%%

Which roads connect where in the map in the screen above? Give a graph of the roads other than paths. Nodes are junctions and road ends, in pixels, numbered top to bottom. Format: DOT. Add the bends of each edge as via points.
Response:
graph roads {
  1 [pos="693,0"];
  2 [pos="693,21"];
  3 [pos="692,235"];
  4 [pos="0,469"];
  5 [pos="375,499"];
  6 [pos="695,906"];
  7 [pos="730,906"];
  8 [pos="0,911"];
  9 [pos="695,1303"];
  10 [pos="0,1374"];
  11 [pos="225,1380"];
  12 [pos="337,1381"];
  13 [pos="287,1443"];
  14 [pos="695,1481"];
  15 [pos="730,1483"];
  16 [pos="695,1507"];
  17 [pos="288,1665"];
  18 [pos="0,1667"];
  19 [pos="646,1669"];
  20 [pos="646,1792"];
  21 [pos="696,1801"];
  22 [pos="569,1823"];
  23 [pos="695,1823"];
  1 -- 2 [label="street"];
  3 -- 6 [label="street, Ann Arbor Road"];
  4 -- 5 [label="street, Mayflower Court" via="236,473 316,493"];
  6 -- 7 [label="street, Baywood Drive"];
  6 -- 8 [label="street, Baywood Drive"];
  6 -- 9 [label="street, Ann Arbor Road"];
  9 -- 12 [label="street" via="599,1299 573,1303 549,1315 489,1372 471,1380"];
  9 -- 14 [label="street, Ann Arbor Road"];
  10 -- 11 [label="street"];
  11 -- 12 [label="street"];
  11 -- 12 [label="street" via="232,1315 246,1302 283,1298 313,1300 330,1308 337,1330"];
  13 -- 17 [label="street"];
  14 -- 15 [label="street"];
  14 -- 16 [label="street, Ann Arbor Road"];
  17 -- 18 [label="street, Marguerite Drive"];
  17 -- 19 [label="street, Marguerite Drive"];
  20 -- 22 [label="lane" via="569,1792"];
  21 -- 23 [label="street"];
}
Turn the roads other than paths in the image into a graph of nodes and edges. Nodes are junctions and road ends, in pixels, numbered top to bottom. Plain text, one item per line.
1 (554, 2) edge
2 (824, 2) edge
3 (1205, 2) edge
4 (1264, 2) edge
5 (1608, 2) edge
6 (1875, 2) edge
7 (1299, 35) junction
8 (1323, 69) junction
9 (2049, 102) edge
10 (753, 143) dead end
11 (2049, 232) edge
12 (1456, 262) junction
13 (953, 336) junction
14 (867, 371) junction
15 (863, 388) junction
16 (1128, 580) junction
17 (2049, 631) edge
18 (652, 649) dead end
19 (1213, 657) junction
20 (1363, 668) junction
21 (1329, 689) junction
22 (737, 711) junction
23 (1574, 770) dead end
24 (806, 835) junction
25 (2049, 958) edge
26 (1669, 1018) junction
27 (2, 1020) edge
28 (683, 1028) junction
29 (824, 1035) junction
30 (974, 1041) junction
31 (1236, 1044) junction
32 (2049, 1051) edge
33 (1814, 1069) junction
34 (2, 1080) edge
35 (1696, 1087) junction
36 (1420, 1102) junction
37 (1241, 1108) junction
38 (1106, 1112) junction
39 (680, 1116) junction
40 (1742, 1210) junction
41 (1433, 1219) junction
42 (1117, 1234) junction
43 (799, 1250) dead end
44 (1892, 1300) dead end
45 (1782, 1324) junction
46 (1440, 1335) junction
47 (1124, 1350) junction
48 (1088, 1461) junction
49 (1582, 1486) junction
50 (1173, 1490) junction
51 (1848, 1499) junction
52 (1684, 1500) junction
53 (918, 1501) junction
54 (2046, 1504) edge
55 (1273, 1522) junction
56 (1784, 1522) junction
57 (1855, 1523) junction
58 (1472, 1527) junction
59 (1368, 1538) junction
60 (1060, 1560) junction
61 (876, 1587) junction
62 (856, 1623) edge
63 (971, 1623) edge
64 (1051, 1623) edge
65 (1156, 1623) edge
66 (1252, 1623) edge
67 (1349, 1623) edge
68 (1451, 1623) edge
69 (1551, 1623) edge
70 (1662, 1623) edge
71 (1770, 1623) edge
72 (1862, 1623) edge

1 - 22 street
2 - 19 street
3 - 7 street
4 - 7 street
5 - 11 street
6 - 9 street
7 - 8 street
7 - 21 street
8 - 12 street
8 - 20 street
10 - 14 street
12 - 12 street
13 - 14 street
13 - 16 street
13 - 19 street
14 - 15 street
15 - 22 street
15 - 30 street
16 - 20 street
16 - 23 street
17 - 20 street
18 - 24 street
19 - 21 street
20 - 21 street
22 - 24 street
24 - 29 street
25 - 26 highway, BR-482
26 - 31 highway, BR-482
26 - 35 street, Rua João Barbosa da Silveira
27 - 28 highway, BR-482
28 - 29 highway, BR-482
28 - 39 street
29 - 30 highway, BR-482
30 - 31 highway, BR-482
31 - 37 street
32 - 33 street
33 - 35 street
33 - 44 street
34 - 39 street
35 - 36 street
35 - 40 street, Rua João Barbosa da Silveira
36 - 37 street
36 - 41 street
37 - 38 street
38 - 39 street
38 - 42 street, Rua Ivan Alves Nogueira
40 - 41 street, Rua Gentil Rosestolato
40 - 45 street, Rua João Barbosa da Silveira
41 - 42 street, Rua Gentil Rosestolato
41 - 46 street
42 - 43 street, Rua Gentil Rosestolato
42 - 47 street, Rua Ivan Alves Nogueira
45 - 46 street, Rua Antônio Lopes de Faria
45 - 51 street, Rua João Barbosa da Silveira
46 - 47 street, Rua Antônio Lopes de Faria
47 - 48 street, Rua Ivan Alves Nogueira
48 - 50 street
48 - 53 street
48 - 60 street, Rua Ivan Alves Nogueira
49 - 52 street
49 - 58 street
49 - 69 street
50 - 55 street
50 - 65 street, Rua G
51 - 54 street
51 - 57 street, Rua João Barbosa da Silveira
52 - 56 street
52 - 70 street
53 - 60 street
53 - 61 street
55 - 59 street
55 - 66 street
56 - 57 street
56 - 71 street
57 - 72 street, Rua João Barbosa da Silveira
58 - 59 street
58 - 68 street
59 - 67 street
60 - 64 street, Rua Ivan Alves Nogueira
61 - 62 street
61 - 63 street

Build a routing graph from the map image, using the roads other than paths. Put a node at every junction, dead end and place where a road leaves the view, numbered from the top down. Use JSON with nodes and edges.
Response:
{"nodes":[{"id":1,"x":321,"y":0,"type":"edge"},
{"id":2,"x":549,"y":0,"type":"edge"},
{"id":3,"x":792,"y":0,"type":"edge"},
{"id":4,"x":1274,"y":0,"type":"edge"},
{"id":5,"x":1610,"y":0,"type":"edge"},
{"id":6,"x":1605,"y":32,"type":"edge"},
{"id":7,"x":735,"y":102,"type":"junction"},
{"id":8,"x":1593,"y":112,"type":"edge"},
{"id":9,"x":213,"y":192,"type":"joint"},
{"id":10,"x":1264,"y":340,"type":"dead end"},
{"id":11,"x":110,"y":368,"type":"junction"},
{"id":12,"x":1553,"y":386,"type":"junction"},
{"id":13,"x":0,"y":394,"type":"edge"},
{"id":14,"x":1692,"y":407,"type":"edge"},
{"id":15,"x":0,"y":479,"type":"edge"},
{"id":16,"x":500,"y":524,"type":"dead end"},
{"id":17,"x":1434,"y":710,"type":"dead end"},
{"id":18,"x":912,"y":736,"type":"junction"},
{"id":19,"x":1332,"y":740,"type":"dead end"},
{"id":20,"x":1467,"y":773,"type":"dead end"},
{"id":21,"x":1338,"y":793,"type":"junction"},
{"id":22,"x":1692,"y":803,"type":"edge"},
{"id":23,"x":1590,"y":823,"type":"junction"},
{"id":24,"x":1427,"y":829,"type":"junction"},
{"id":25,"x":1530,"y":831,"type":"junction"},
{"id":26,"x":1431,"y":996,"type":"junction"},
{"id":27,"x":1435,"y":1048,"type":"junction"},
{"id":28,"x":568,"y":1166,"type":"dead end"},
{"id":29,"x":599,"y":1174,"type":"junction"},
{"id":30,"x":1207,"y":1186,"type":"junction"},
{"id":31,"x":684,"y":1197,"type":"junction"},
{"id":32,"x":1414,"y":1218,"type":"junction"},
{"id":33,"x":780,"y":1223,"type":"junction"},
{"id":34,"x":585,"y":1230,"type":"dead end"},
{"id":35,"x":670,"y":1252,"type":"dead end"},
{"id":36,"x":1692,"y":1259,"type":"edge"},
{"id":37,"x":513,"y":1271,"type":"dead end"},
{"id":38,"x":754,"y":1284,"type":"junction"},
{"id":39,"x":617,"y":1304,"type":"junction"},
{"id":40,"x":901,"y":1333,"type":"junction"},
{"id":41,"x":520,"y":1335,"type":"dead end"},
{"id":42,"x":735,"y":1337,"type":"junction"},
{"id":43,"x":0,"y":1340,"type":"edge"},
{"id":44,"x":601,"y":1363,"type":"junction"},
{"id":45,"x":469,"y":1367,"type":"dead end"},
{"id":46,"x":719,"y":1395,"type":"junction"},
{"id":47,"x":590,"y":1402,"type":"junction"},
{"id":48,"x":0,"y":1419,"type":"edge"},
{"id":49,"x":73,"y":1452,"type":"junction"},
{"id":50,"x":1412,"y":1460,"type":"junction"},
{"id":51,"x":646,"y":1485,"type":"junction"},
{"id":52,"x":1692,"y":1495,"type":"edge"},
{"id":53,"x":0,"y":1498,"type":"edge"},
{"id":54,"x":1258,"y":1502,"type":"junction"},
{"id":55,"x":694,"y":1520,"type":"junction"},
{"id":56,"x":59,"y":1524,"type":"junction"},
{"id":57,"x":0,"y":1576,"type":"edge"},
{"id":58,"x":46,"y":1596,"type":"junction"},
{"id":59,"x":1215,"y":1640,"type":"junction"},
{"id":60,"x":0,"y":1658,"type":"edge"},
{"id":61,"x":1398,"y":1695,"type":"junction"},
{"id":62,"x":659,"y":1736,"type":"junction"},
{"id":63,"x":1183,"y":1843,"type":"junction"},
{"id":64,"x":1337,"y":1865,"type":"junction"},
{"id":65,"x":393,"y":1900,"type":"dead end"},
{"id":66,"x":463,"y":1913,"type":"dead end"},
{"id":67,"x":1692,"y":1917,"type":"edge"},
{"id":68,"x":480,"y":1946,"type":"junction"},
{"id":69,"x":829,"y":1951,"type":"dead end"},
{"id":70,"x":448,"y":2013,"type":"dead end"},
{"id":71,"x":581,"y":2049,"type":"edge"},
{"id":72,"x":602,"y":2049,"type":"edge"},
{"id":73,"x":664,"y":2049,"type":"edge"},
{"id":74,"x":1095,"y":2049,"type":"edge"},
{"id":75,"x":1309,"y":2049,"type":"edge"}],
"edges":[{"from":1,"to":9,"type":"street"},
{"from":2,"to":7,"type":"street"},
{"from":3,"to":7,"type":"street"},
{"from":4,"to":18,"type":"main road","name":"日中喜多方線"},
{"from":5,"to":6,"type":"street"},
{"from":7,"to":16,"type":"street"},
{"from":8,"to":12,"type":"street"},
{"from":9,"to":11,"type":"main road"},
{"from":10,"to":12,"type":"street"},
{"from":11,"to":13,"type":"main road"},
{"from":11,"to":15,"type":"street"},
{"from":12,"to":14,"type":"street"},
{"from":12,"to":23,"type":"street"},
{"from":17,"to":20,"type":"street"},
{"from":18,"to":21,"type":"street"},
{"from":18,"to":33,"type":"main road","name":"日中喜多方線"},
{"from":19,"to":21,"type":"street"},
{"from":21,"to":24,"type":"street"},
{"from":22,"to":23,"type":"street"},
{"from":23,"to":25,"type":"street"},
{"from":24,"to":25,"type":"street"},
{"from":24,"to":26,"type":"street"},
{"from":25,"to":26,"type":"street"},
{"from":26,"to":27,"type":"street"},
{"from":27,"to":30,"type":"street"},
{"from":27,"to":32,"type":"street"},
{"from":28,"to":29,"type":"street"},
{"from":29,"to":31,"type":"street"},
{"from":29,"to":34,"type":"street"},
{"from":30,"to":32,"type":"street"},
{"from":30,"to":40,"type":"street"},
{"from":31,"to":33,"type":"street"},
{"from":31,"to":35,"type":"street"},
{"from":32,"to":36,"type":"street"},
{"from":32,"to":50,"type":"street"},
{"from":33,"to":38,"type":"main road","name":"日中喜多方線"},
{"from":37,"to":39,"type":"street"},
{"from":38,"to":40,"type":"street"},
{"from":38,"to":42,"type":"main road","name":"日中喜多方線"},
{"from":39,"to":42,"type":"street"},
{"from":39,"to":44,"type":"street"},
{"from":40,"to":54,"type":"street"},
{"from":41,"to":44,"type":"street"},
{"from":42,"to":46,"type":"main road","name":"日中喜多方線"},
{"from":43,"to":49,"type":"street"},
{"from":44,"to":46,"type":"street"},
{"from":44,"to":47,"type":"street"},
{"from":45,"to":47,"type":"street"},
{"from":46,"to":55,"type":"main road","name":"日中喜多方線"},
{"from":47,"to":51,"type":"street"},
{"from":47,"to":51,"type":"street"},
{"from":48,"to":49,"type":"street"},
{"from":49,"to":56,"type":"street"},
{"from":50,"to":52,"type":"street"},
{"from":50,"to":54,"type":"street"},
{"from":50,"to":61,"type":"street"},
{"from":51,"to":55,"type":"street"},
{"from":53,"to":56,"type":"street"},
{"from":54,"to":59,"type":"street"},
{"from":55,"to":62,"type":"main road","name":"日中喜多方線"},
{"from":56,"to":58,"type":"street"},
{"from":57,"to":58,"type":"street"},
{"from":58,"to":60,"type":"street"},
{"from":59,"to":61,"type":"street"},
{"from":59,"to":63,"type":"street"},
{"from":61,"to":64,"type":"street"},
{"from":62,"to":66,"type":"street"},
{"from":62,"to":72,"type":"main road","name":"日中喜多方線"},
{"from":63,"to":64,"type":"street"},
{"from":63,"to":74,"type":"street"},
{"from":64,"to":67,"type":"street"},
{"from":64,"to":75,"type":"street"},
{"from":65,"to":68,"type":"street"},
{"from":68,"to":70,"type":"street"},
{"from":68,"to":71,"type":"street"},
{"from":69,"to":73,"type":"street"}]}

%%

- **Aim of the exercise**
Please work out how many lines above carry "Gentil", writing only the result.

- **Reply**
3